• **What is expected**: With pictures removed, output every record below exactly as written.

• **Information given**:
_ _ _ _ _ _ _

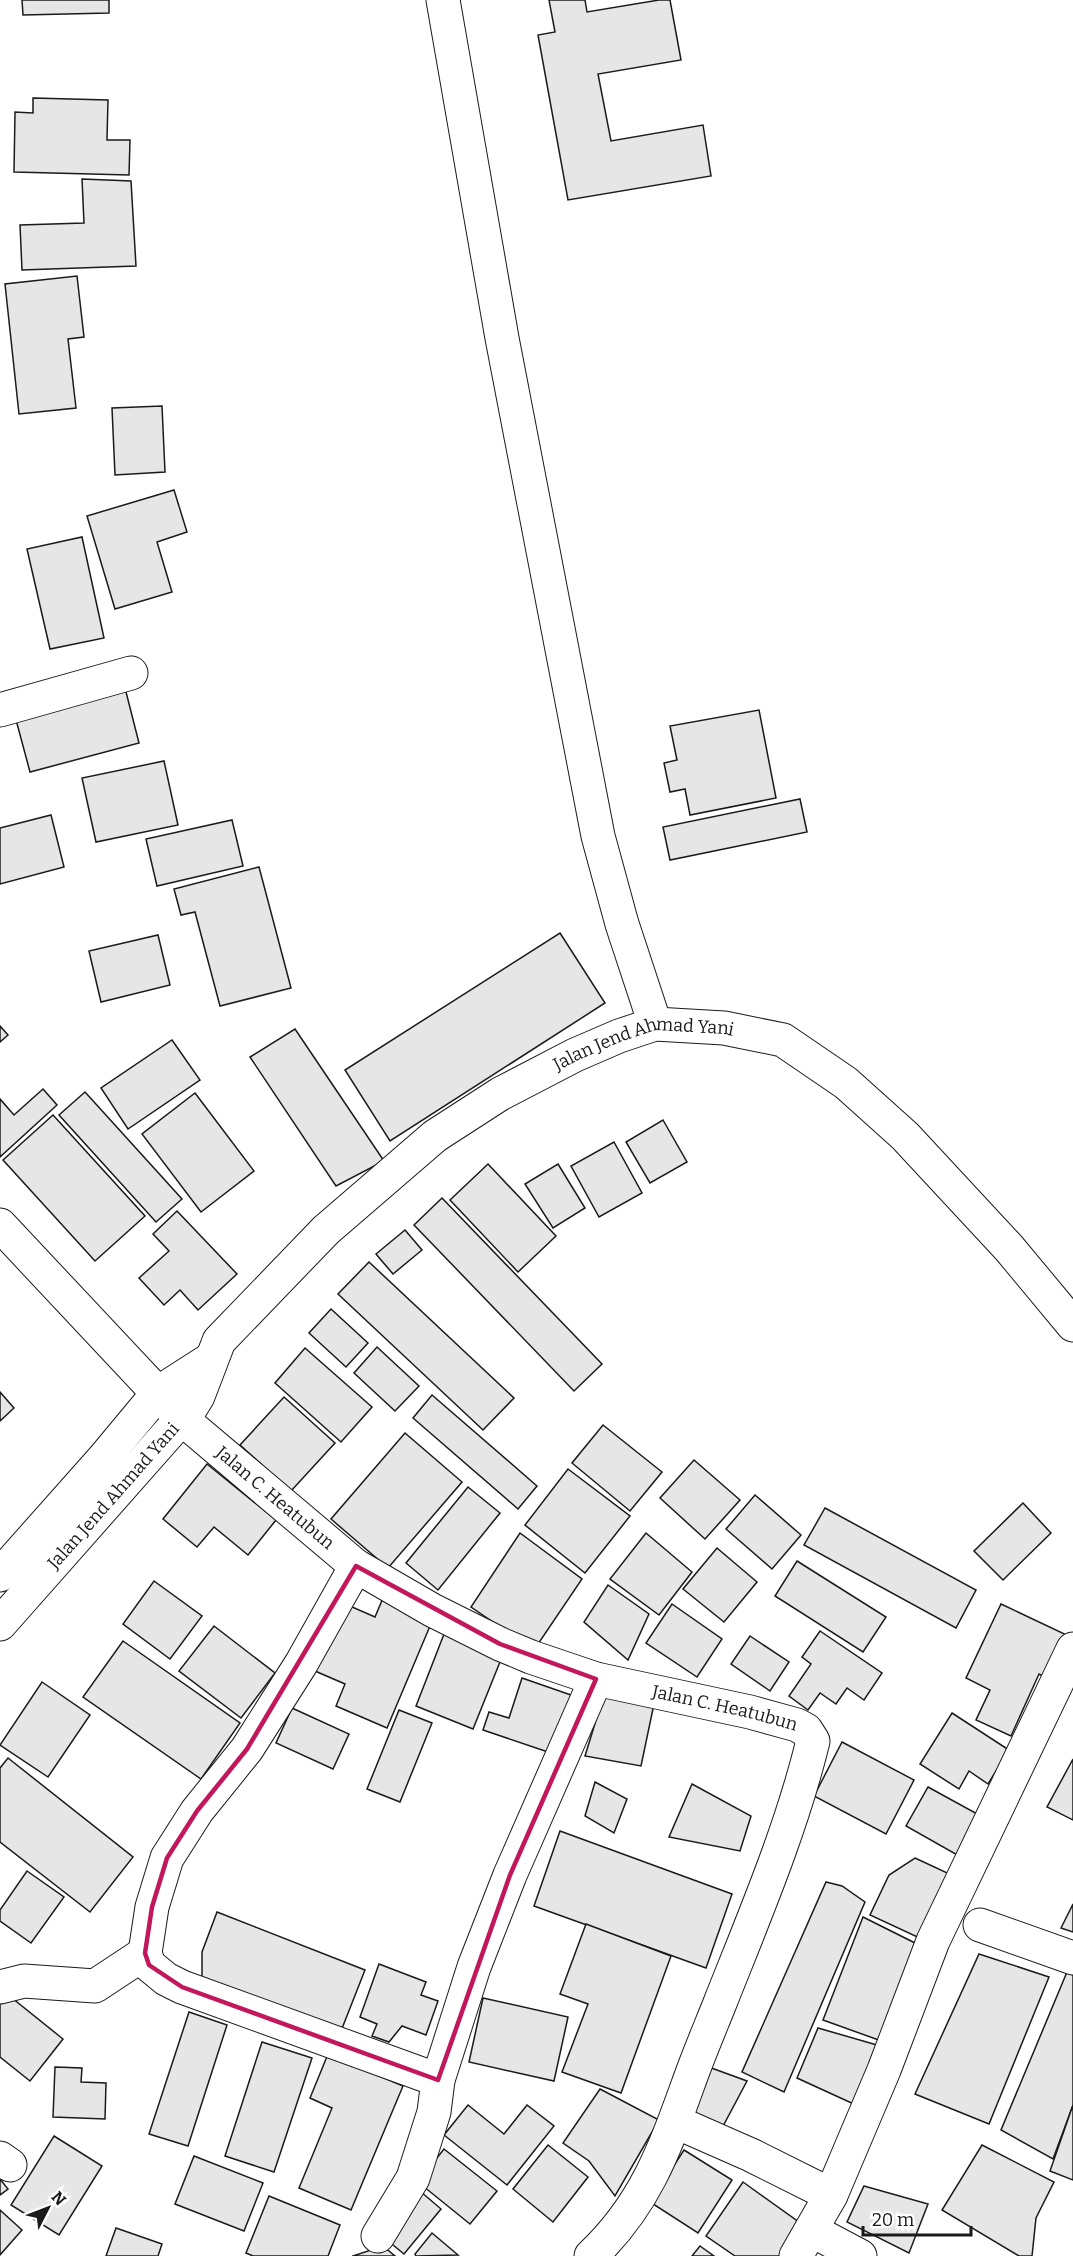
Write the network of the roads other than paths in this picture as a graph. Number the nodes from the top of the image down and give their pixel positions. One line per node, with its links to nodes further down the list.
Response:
1 (443, 0): 4 (street)
2 (131, 673): 3 (street)
3 (0, 710)
4 (655, 1024): 6 (street, Jalan Jend Ahmad Yani); 7 (street, Jalan Jend Ahmad Yani)
5 (0, 1225): 8 (street)
6 (1073, 1325)
7 (211, 1359): 8 (street, Jalan Jend Ahmad Yani); 9 (street, Jalan Jend Ahmad Yani)
8 (158, 1393): 9 (street, Jalan C. Heatubun); 11 (street, Jalan Jend Ahmad Yani)
9 (182, 1419): 10 (street, Jalan C. Heatubun); 12 (street, Jalan Jend Ahmad Yani)
10 (356, 1566): 14 (street, Jalan C. Heatubun); 16 (street)
11 (0, 1575)
12 (0, 1624)
13 (1073, 1649): 21 (street)
14 (597, 1679): 19 (street); 20 (street, Jalan C. Heatubun)
15 (980, 1925): 17 (street)
16 (145, 1953): 18 (street); 19 (street)
17 (1073, 1958)
18 (0, 1987)
19 (438, 2080): 22 (street)
20 (676, 2122): 21 (street); 24 (street, Jalan C. Heatubun)
21 (831, 2195): 23 (street)
22 (378, 2236)
23 (803, 2243): 25 (street)
24 (591, 2256)
25 (860, 2256)

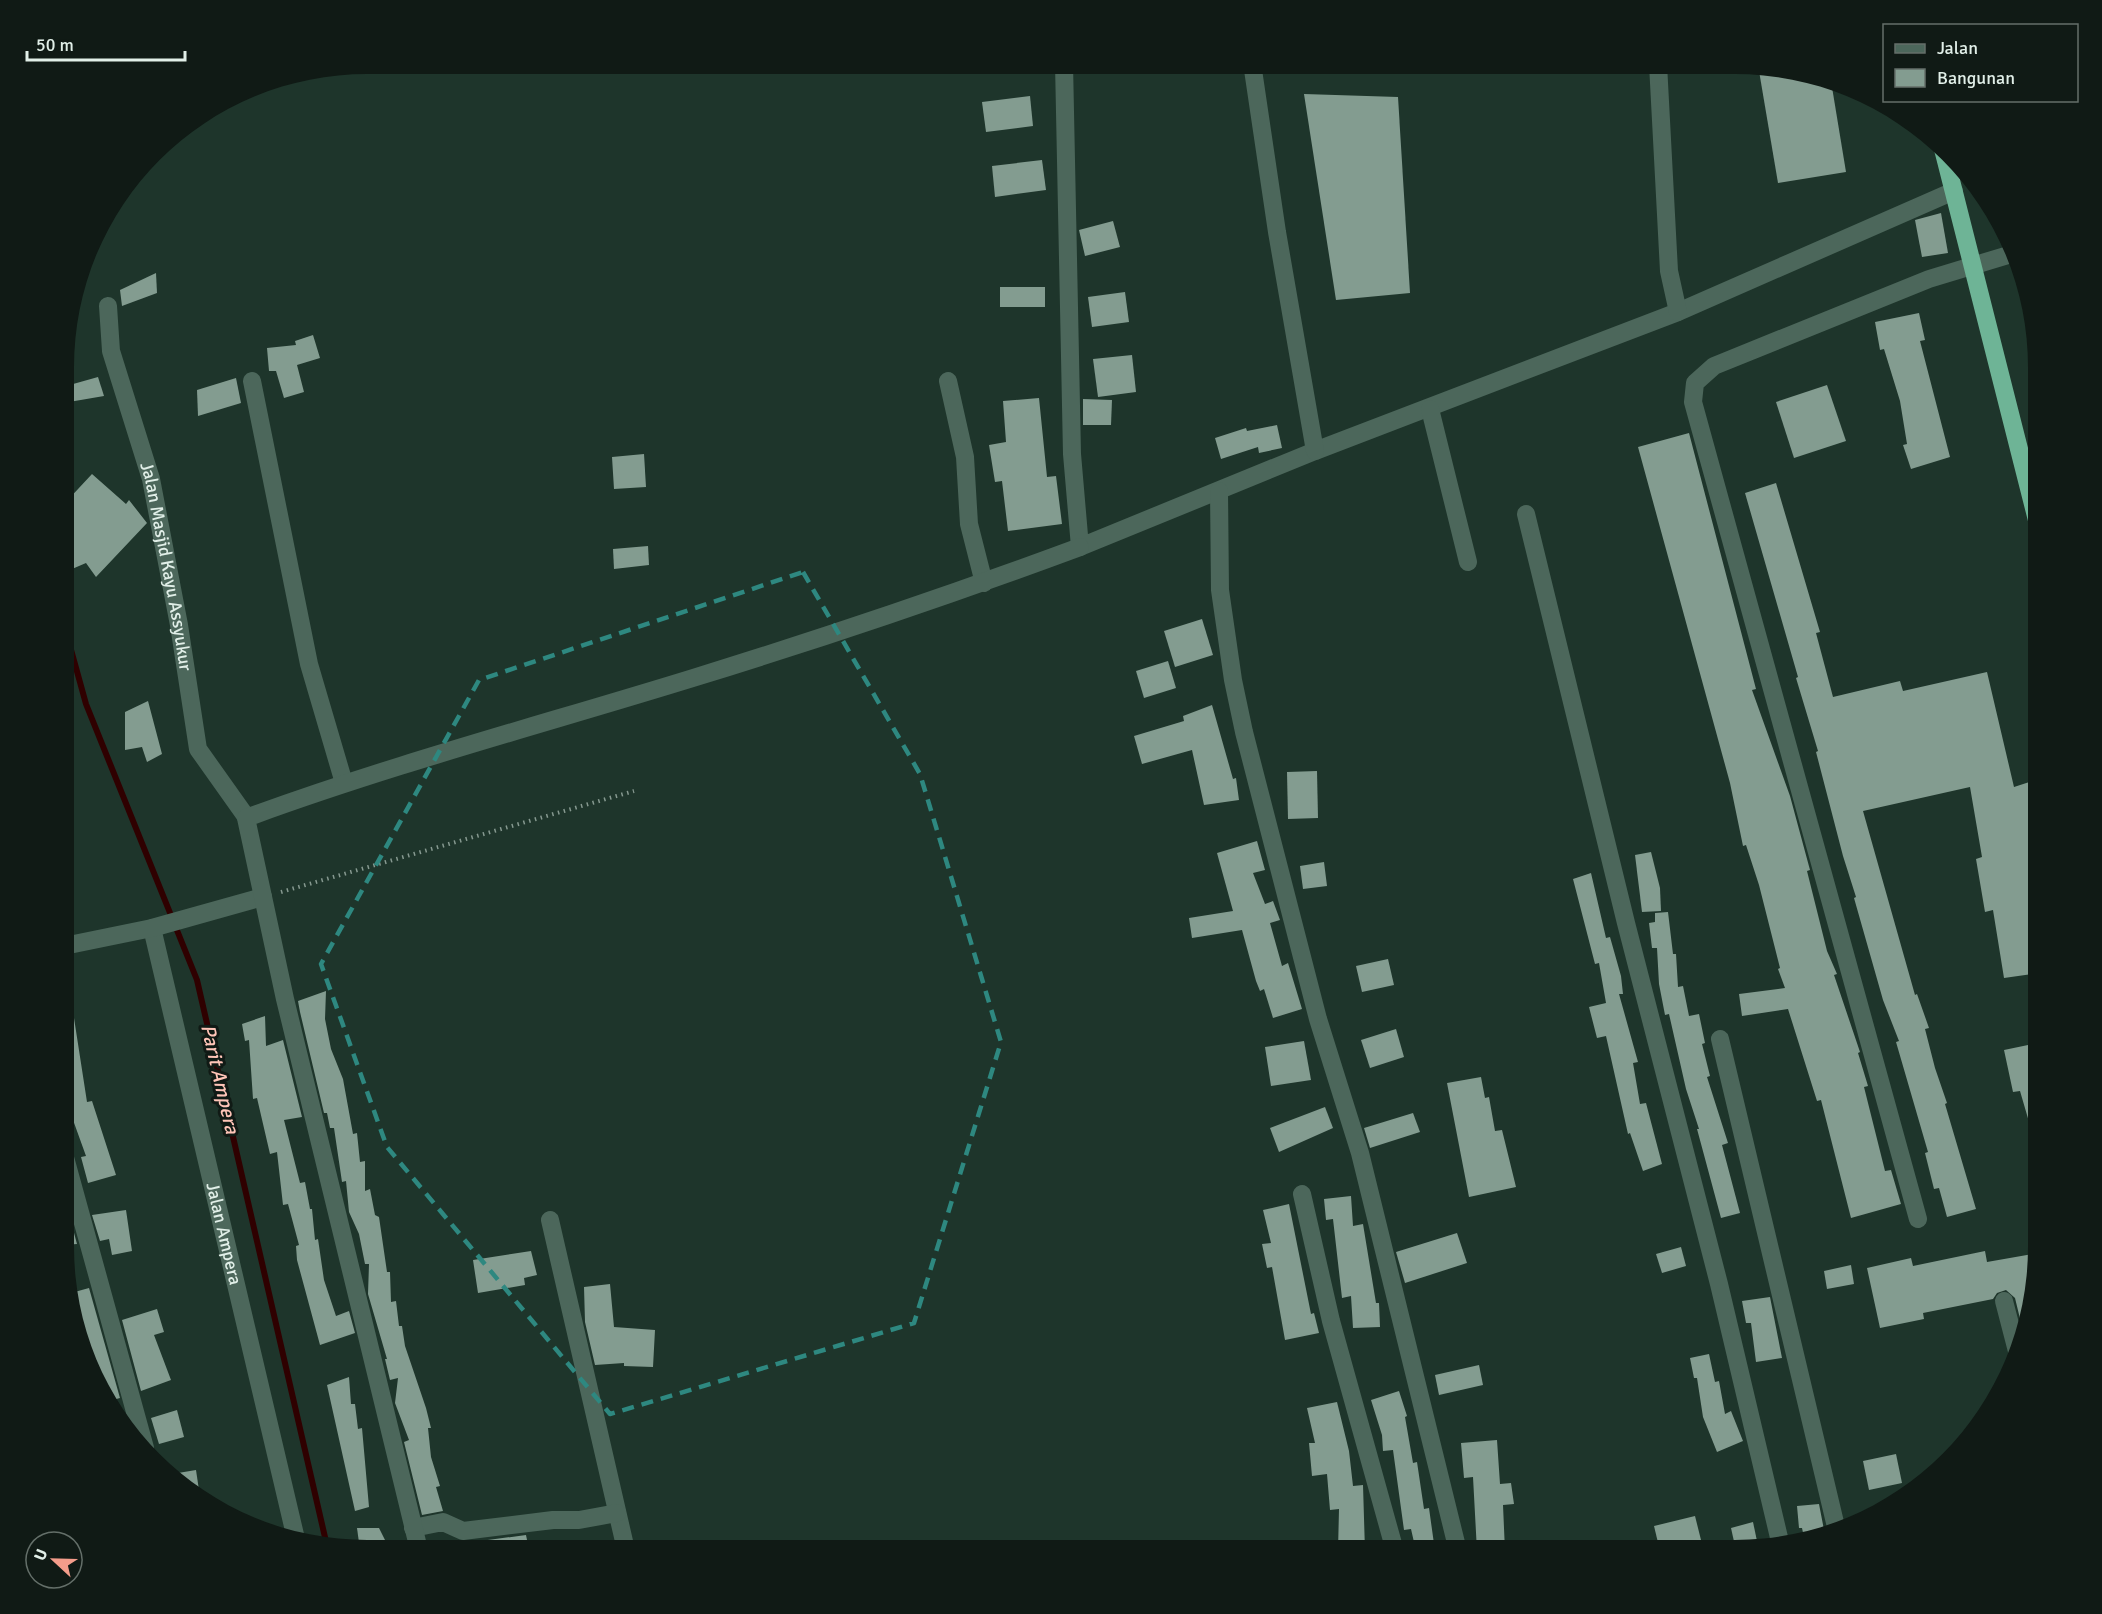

_ _ _ _ _ _ _

• **Result for this task**:
Write the network of the roads other than paths in this picture as a graph. Number the nodes from the top of the image down and give their pixel positions. One line per node, with its links to nodes further down the list.
Response:
1 (443, 0): 4 (street)
2 (131, 673): 3 (street)
3 (0, 710)
4 (655, 1024): 6 (street, Jalan Jend Ahmad Yani); 7 (street, Jalan Jend Ahmad Yani)
5 (0, 1225): 8 (street)
6 (1073, 1325)
7 (211, 1359): 8 (street, Jalan Jend Ahmad Yani); 9 (street, Jalan Jend Ahmad Yani)
8 (158, 1393): 9 (street, Jalan C. Heatubun); 11 (street, Jalan Jend Ahmad Yani)
9 (182, 1419): 10 (street, Jalan C. Heatubun); 12 (street, Jalan Jend Ahmad Yani)
10 (356, 1566): 14 (street, Jalan C. Heatubun); 16 (street)
11 (0, 1575)
12 (0, 1624)
13 (1073, 1649): 21 (street)
14 (597, 1679): 19 (street); 20 (street, Jalan C. Heatubun)
15 (980, 1925): 17 (street)
16 (145, 1953): 18 (street); 19 (street)
17 (1073, 1958)
18 (0, 1987)
19 (438, 2080): 22 (street)
20 (676, 2122): 21 (street); 24 (street, Jalan C. Heatubun)
21 (831, 2195): 23 (street)
22 (378, 2236)
23 (803, 2243): 25 (street)
24 (591, 2256)
25 (860, 2256)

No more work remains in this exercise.